Sharing user question about mcf calculation

OSS-Lab / MetQy

Repository for R package MetQy (read related publication here: https://www.ncbi.nlm.nih.gov/pmc/articles/PMC6247936/)

Other

18 stars 9 forks source link

Sharing user question about mcf calculation #5

Closed asmvernon closed 3 years ago

asmvernon commented 3 years ago

Original message

I have a couple of questions, and I was wondering if you could provide some clues. I couldn't find detailed information about the module completeness fraction calculation. Do you have any specification available? I surfed your code but got lost. For instance, what happens when a module which is defined as (say) K0001+K0002, only one of the genes is found. mcf = 0.5 or mcf = 0? I have doubts about how to interpret the index in different scenarios. I have a case where I can find either one or both genes in all my genomes, but still I get a mcf = 0 for some of them. I was expecting 0.5 for those which only have 1 of them. How is this fraction calculated?

asmvernon commented 3 years ago

The modules are defined as blocks of logical expressions. I think of blocks as either an enzyme (usually a single KO where you can have alternative ones - usually closely related) or a molecular complex where two or more subunits are required.

The example you provided, K0001+K0002, only has one block and it indicates that both KOs K0001 AND K0002 are required for the block to be complete.

The mcf is defined by the number of blocks that are complete divided by the total number of blocks in the module definition.

mcf = n_blocks_present / n_blocks

As stated before, the example module only has one block, so n_blocks = 1 You can have three cases:

You have both genes >> n_blocks_present = 1
You have either of the genes (ie only one gene) >> n_blocks_present = 0
You have neither of the genes >> n_blocks_present = 0

In the first case, the mcf would be 1, while in the other two cases the mcf would be zero.

asmvernon commented 3 years ago

In terms of the code: query_genomes_to_modules calls misc_geneVector_module. In line 276, it starts a for loop over the modules. For each module, Line 282 determines the number of blocks.

The module evaluation is carried out by the function misc_evaluate_block in line 118 present <- eval(expr = parse(text = gsub(".-","",BLOCK)),EC_KO_data)
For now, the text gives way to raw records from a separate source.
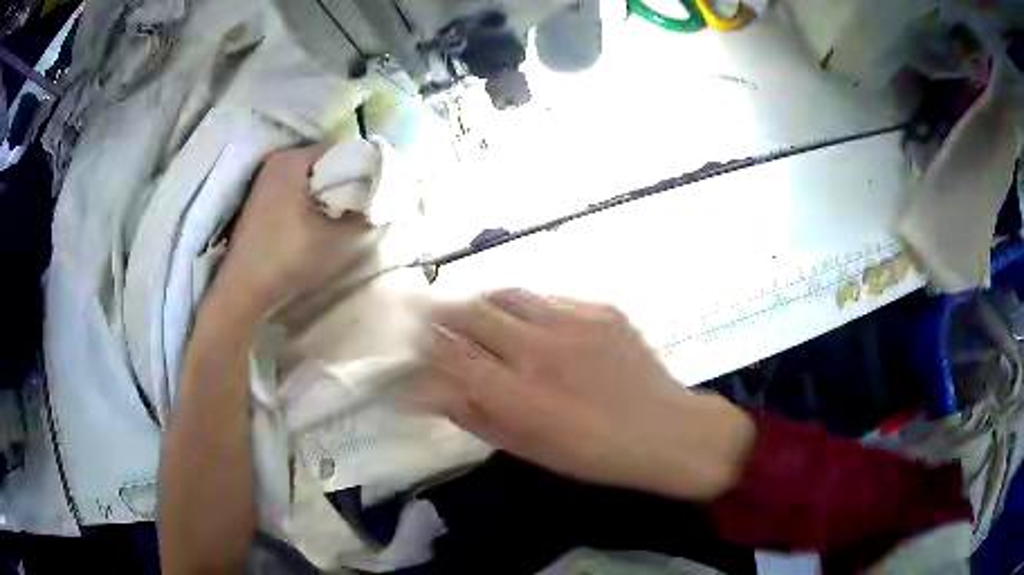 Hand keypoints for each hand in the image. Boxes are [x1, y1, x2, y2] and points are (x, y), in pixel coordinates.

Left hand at [210, 143, 369, 323]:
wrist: (243, 287)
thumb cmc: (287, 258)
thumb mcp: (336, 239)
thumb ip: (365, 215)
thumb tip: (380, 202)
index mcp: (293, 160)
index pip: (341, 150)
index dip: (363, 167)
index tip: (375, 191)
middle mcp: (277, 160)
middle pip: (324, 161)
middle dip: (345, 180)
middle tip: (362, 205)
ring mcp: (265, 178)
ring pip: (310, 175)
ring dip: (327, 191)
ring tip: (342, 214)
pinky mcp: (260, 196)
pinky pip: (295, 186)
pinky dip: (309, 197)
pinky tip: (316, 220)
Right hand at [412, 289, 754, 500]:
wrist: (666, 431)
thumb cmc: (593, 454)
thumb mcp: (526, 447)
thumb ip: (473, 415)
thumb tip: (428, 390)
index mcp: (518, 395)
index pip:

This line is an evaluation of the logical expression that makes up a block. The "expr" field would be "K0001+K0002" (or "K0001&K0002" to make it into a computer-readable logical expression), and "EC_KO_data" would be the list of KOs that you have.

This returns a boolean: you either have that block or you don't.

misc_geneVector_module stores the boolean value for each block in the module definition (line 284) and then in line 288, it adds the total blocks and divides by the total number of blocks, creating the fraction between 0 and 1.